[Recorded data — start]
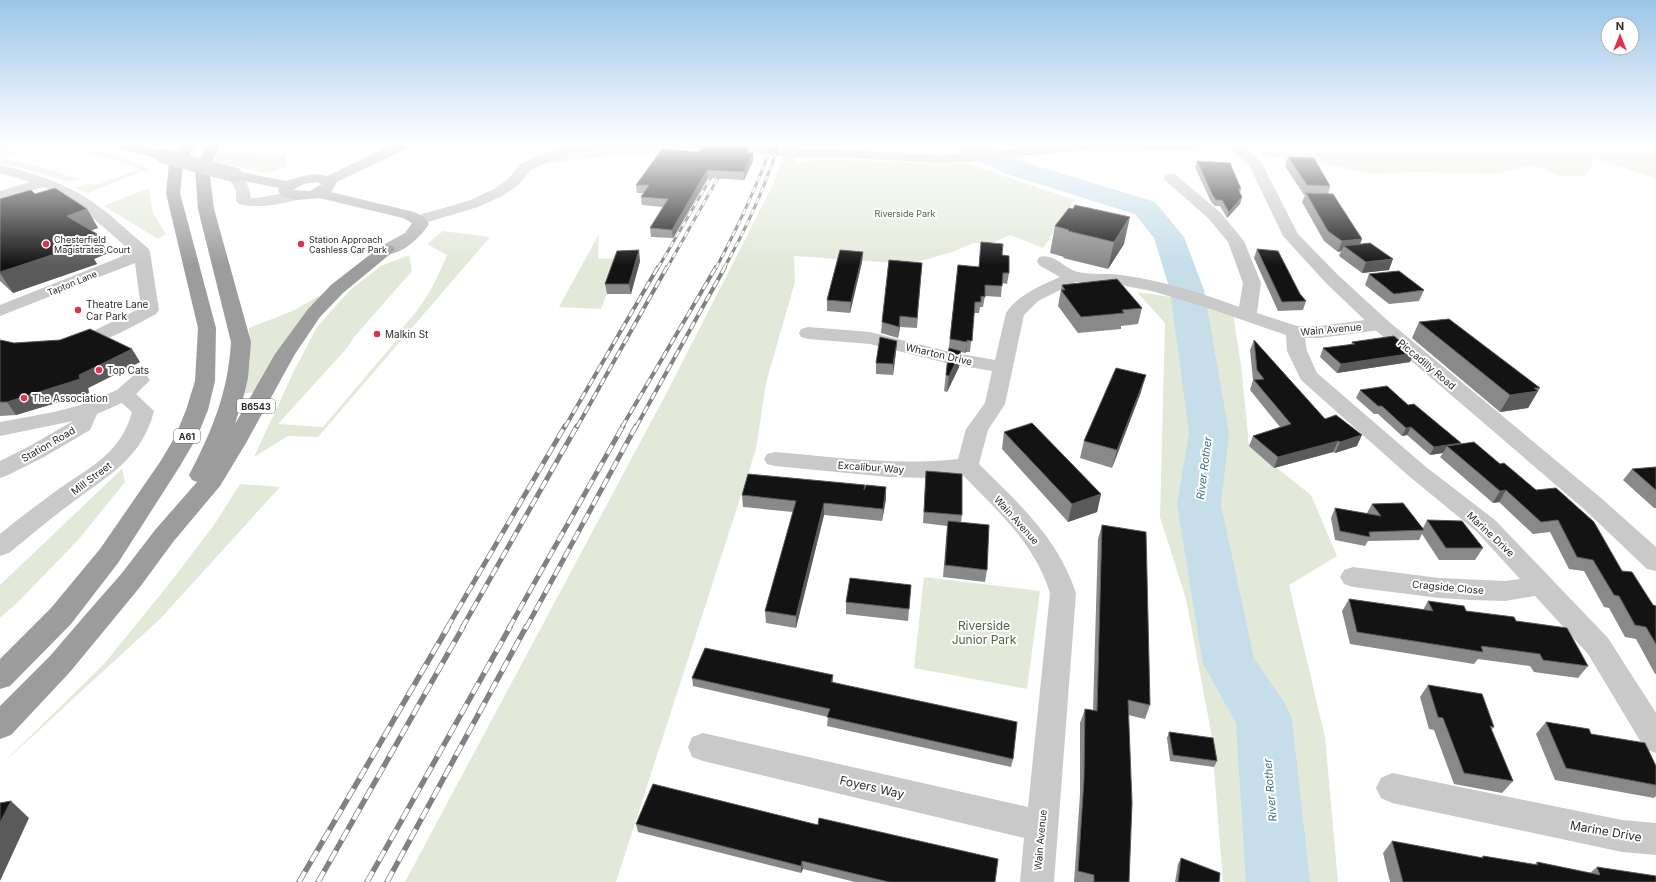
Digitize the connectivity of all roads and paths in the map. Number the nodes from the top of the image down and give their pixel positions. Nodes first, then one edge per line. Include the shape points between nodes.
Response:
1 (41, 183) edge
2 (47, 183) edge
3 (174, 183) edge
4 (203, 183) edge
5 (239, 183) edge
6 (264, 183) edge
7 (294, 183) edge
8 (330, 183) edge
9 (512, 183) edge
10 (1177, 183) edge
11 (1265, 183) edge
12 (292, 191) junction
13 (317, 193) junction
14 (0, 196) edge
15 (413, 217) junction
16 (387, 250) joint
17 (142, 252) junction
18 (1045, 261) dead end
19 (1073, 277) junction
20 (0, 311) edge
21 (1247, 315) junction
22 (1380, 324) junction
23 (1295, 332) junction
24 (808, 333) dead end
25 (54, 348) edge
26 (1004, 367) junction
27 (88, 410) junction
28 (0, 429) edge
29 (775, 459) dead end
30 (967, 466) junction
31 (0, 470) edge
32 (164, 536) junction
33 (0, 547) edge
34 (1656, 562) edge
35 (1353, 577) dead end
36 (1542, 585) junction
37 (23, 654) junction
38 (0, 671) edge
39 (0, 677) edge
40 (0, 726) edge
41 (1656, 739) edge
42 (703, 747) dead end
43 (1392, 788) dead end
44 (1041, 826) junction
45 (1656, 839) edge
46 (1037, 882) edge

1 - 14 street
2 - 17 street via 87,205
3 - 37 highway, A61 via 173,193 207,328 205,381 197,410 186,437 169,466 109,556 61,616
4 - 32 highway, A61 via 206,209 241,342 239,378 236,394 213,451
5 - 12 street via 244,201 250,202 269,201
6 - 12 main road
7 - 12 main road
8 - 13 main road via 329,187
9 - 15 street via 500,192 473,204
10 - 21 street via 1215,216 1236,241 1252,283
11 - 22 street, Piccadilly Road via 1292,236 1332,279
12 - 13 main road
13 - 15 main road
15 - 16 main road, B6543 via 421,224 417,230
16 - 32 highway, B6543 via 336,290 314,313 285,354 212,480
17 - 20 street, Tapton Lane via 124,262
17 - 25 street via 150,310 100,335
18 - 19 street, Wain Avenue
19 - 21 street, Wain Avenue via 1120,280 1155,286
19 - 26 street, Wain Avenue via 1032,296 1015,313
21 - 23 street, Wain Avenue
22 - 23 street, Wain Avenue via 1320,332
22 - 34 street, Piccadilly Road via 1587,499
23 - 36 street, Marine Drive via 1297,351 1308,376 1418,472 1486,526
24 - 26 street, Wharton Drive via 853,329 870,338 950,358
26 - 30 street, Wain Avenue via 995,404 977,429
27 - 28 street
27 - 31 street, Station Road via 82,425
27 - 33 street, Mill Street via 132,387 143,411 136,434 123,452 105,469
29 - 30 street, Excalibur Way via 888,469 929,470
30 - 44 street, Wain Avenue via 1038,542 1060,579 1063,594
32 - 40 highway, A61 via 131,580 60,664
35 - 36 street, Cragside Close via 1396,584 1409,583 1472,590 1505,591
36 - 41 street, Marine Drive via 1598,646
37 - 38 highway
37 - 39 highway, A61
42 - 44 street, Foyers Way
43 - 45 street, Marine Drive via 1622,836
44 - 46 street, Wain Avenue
[Recorded data — finish]
▸ **Aim of the exercise**: The whole listing, minus its images, should be repeated exactly.

▸ **Output below**:
Digitize the connectivity of all roads and paths in the map. Number the nodes from the top of the image down and give their pixel positions. Nodes first, then one edge per line. Include the shape points between nodes.
Response:
1 (41, 183) edge
2 (47, 183) edge
3 (174, 183) edge
4 (203, 183) edge
5 (239, 183) edge
6 (264, 183) edge
7 (294, 183) edge
8 (330, 183) edge
9 (512, 183) edge
10 (1177, 183) edge
11 (1265, 183) edge
12 (292, 191) junction
13 (317, 193) junction
14 (0, 196) edge
15 (413, 217) junction
16 (387, 250) joint
17 (142, 252) junction
18 (1045, 261) dead end
19 (1073, 277) junction
20 (0, 311) edge
21 (1247, 315) junction
22 (1380, 324) junction
23 (1295, 332) junction
24 (808, 333) dead end
25 (54, 348) edge
26 (1004, 367) junction
27 (88, 410) junction
28 (0, 429) edge
29 (775, 459) dead end
30 (967, 466) junction
31 (0, 470) edge
32 (164, 536) junction
33 (0, 547) edge
34 (1656, 562) edge
35 (1353, 577) dead end
36 (1542, 585) junction
37 (23, 654) junction
38 (0, 671) edge
39 (0, 677) edge
40 (0, 726) edge
41 (1656, 739) edge
42 (703, 747) dead end
43 (1392, 788) dead end
44 (1041, 826) junction
45 (1656, 839) edge
46 (1037, 882) edge

1 - 14 street
2 - 17 street via 87,205
3 - 37 highway, A61 via 173,193 207,328 205,381 197,410 186,437 169,466 109,556 61,616
4 - 32 highway, A61 via 206,209 241,342 239,378 236,394 213,451
5 - 12 street via 244,201 250,202 269,201
6 - 12 main road
7 - 12 main road
8 - 13 main road via 329,187
9 - 15 street via 500,192 473,204
10 - 21 street via 1215,216 1236,241 1252,283
11 - 22 street, Piccadilly Road via 1292,236 1332,279
12 - 13 main road
13 - 15 main road
15 - 16 main road, B6543 via 421,224 417,230
16 - 32 highway, B6543 via 336,290 314,313 285,354 212,480
17 - 20 street, Tapton Lane via 124,262
17 - 25 street via 150,310 100,335
18 - 19 street, Wain Avenue
19 - 21 street, Wain Avenue via 1120,280 1155,286
19 - 26 street, Wain Avenue via 1032,296 1015,313
21 - 23 street, Wain Avenue
22 - 23 street, Wain Avenue via 1320,332
22 - 34 street, Piccadilly Road via 1587,499
23 - 36 street, Marine Drive via 1297,351 1308,376 1418,472 1486,526
24 - 26 street, Wharton Drive via 853,329 870,338 950,358
26 - 30 street, Wain Avenue via 995,404 977,429
27 - 28 street
27 - 31 street, Station Road via 82,425
27 - 33 street, Mill Street via 132,387 143,411 136,434 123,452 105,469
29 - 30 street, Excalibur Way via 888,469 929,470
30 - 44 street, Wain Avenue via 1038,542 1060,579 1063,594
32 - 40 highway, A61 via 131,580 60,664
35 - 36 street, Cragside Close via 1396,584 1409,583 1472,590 1505,591
36 - 41 street, Marine Drive via 1598,646
37 - 38 highway
37 - 39 highway, A61
42 - 44 street, Foyers Way
43 - 45 street, Marine Drive via 1622,836
44 - 46 street, Wain Avenue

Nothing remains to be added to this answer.